DIRECTIONS — Output exactly the lines below, starting with the line that has "function fillPath(path, color)" and going on through the line that has "ctx.strokeStyle = halo;", both included, and no other lines.

═════ RECORDS FOR PROCESSING

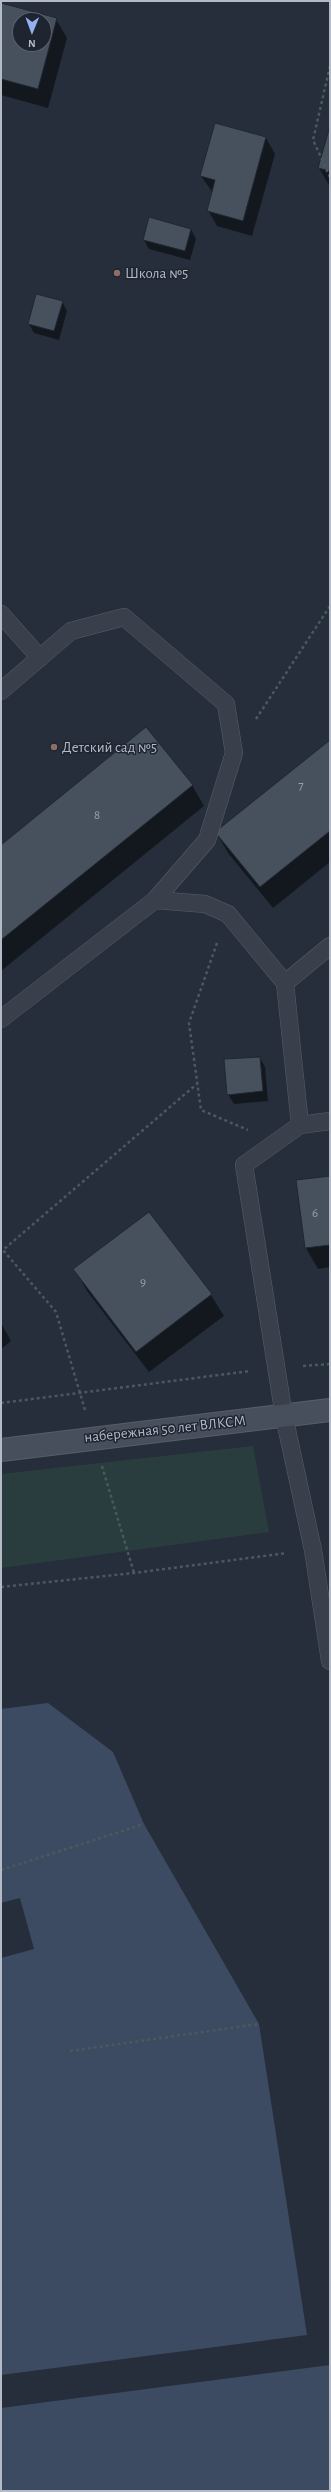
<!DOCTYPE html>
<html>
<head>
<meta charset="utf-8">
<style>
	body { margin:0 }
	#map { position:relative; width:331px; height:2492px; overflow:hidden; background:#252e3a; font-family:"Alegreya Sans",sans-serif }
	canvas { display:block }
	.frame { position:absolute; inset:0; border:2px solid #b4bbc6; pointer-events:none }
	.north { position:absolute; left:12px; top:12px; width:40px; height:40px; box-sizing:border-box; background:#1e2530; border:1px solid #5a616c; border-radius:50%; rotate:181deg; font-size:11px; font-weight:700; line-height:16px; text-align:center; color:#b4bbc6 }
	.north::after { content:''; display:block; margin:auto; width:14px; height:18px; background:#91b2ef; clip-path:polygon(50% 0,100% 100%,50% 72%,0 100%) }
</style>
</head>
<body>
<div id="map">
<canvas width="331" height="2492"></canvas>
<div class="frame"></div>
<div class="north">N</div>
</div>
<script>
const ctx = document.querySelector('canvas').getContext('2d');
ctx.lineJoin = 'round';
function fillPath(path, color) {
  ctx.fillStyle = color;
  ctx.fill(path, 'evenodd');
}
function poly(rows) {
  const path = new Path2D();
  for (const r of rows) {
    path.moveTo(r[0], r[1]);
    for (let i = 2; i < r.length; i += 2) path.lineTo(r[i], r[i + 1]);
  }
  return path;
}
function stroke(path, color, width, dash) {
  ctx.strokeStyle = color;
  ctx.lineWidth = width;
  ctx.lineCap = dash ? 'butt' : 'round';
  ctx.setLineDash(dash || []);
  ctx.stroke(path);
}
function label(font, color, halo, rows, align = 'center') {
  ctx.font = font + ' "Alegreya Sans",sans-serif';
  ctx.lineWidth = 3;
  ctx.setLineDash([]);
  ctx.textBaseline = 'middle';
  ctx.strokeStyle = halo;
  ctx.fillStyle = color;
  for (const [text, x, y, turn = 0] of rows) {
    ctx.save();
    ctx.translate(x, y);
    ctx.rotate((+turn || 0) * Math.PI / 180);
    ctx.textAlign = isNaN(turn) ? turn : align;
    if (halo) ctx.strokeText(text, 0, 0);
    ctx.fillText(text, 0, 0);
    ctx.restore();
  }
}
fillPath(poly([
	[253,1446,269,1532,1,1568,1,1474]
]), '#2a3d3e');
fillPath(poly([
	[48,1703,113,1752,144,1824,259,2024,307,2335,1,2375,1,1709],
	[330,2365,330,2491,1,2491,1,2408]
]), '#3c4b62');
fillPath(poly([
	[20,1898,34,1949,1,1958,1,1903]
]), '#252e3a');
fillPath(poly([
	[1,4,56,19,67,38,48,108,1,95],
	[20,20,44,20,44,44,20,44],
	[330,129,330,187,319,168],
	[266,138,275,154,252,236,217,226,208,210,213,193,201,176],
	[191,229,196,239,190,260,149,249,144,240],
	[62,301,67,311,59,340,34,333,29,324],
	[330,741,330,862,273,908,228,853,216,832],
	[192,785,204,806,1,971,1,846],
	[260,1058,265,1067,268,1101,234,1104,228,1094],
	[330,1177,330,1267,318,1269,306,1248],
	[149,1213,211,1295,224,1316,149,1372,87,1291,75,1269],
	[1,1323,11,1341,1,1349]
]), '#0007');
const building = poly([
	[1,3,57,18,38,89,1,79,1,3],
	[20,20,44,20,44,44,20,44,20,20],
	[215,123,266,137,243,221,207,211,215,180,200,176,215,123],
	[330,126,330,171,318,168,330,126],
	[149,217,191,229,185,251,143,240,149,217],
	[36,294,63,301,54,331,28,324,36,294],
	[146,727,193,785,1,940,1,845,146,727],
	[330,740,330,831,260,887,215,832,330,740],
	[260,1057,263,1091,227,1095,224,1059,260,1057],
	[330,1176,330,1245,305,1248,296,1180,330,1176],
	[149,1212,212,1294,136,1352,73,1269,149,1212]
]);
fillPath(building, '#47515e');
stroke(building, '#202732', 1);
const lane = poly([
	[1,614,40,658],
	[1,691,71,631,124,617,226,704,234,753,207,840,155,900],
	[285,983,330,946],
	[1,1019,155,900,205,904,228,914,285,983,300,1125],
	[330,1121,300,1125,244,1165,284,1416,313,1550,330,1661]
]);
const secondary = poly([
	[1,1450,330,1410]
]);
stroke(lane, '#575e69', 18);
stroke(secondary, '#575e69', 24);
stroke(poly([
	[330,66,313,140,330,177],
	[256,719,330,606],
	[217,943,189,1023,201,1110,248,1130],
	[303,1366,330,1364],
	[1,1403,250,1371],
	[85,1410,56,1312,3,1250,198,1083],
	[102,1466,134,1573],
	[1,1587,134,1573,287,1553],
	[1,1870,144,1824],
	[70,2051,259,2024]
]), '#495a5d', 2.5, [3, 3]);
stroke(lane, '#39404b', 17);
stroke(secondary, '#474f5d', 22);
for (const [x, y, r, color] of [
	[117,273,4,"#8d6e63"],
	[54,747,4,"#8d6e63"]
]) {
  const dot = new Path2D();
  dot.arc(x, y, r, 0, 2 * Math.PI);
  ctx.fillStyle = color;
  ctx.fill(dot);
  stroke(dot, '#1e2530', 1.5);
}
label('13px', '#99a0ac', null, [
	["7",301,785],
	["8",97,815],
	["6",315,1213],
	["9",143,1282]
]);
label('15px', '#b4bbc6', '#1e2530', [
	["Школа №5",125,273],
	["Детский сад №5",62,747]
], 'left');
label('15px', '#b4bbc6', '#1e2530', [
	["набережная 50 лет ВЛКСМ",165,1429,-6]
]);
</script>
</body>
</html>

══════════

TASK OUTPUT —
function fillPath(path, color) {
  ctx.fillStyle = color;
  ctx.fill(path, 'evenodd');
}
function poly(rows) {
  const path = new Path2D();
  for (const r of rows) {
    path.moveTo(r[0], r[1]);
    for (let i = 2; i < r.length; i += 2) path.lineTo(r[i], r[i + 1]);
  }
  return path;
}
function stroke(path, color, width, dash) {
  ctx.strokeStyle = color;
  ctx.lineWidth = width;
  ctx.lineCap = dash ? 'butt' : 'round';
  ctx.setLineDash(dash || []);
  ctx.stroke(path);
}
function label(font, color, halo, rows, align = 'center') {
  ctx.font = font + ' "Alegreya Sans",sans-serif';
  ctx.lineWidth = 3;
  ctx.setLineDash([]);
  ctx.textBaseline = 'middle';
  ctx.strokeStyle = halo;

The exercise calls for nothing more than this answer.